Marconnet and Ruan measured the foam's thermal conductance at Purdue's Birck Nanotechnology Center. They sandwiched a 1.2-mm-thick sample of graphene foam in between a heater and heat sink, and placed the system under an infrared microscope to measure the temperature and heat flow. When they fully compressed the foam to a thickness of 0.2 mm, the thermal conductance went up by a factor of 8. They also conducted an experiment in a chamber at Purdue's Flex Lab that can create specific environmental conditions and achieved similar results with ambient temperatures from 0 C (32 F) to 30 C (86 F).

Ruan said the patent-pending regulators were initially created for electric vehicles' batteries, but there are other applications.

"The same approach could be applied to sensors and detectors for scientific or industrial applications that need to be maintained at precise temperatures, as well as electronic devices across a range of applications," Ruan said. "It may also help maintain appropriate temperature for space vehicles, which face harsh environments of extreme heat and cold."

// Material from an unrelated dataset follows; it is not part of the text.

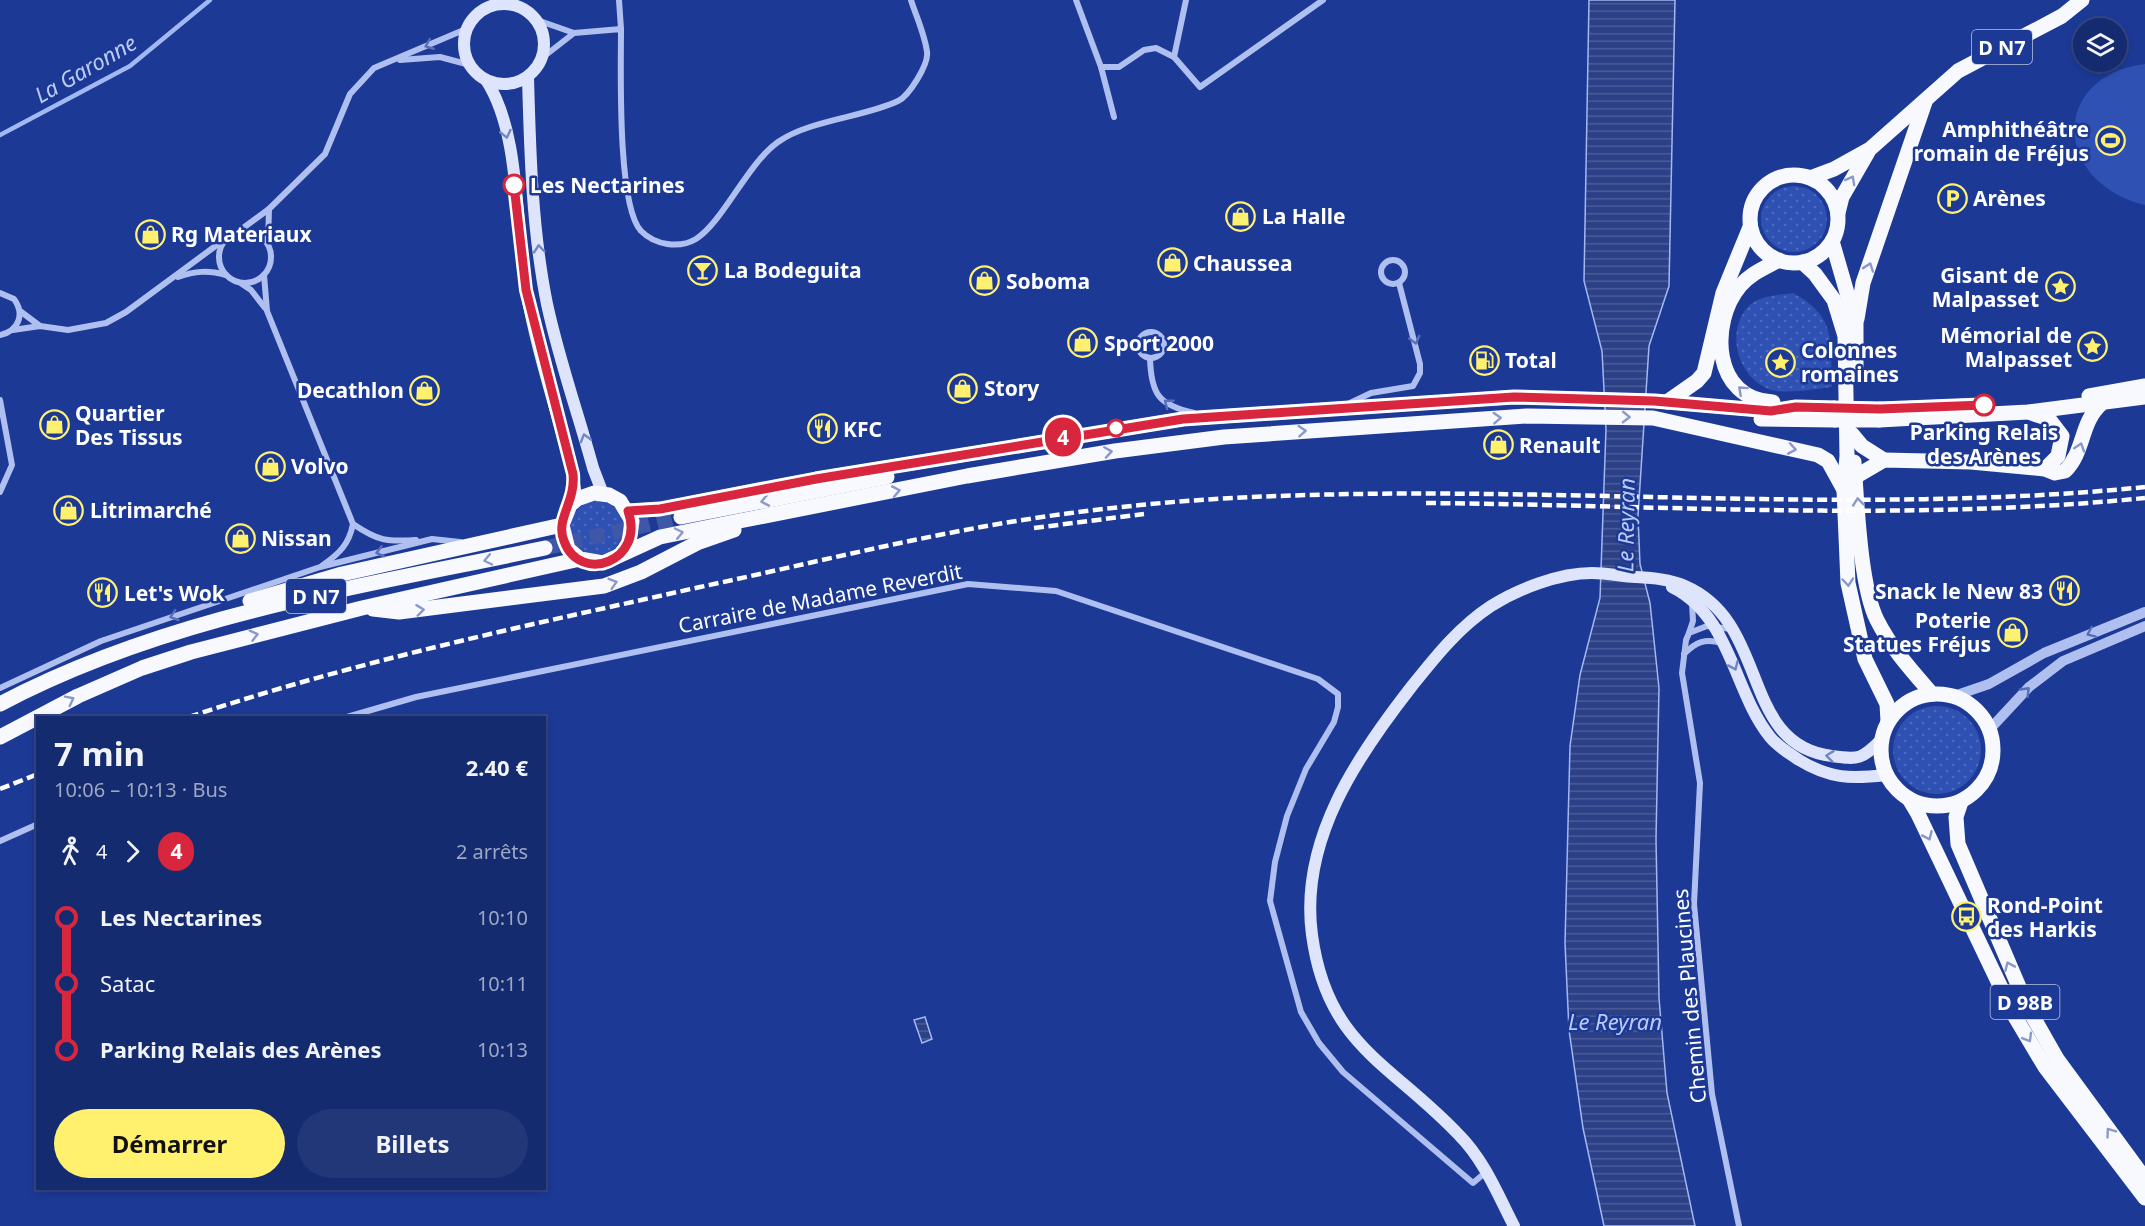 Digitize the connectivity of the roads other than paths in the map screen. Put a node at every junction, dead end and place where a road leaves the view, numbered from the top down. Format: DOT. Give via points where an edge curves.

Ruan and Marconnet's research was published in two peer-reviewed journals. The battery application research was published in the Aug. 13, 2021, issue of Nature Communications; the fundamental research was published in the Oct. 18, 2022, issue of ACS Applied Materials & Interfaces.

Ruan and Marconnet disclosed the thermal regulators to the Purdue Research Foundation Office of Technology Commercialization, which applied for patent protection on the intellectual property. Industry partners interested in further developing the technology for the marketplace should contact Dhananjay Sewak, dsewak@prf.org, about 2020 RUAN-68896, "A Thermal Switch and Regulator Device Based on Graphene Foams."

Marconnet and Ruan outlined the next steps to further develop the Purdue thermal regulators.

"We are looking to improve the range of thermal conductances achievable with the regulator. The best thermal regulators have a performance ratio of just 10. In contrast for electrical transport, resistances can change by many orders of magnitude. If we can make the good thermal conductance better and the bad thermal conductance worse, we can make a more effective regulator," Marconnet said.

"Also, in the lab, the thermal regulator is manually actuated. We will work to automate this process, potentially taking feedback from temperature sensors to automatically adjust the parameters."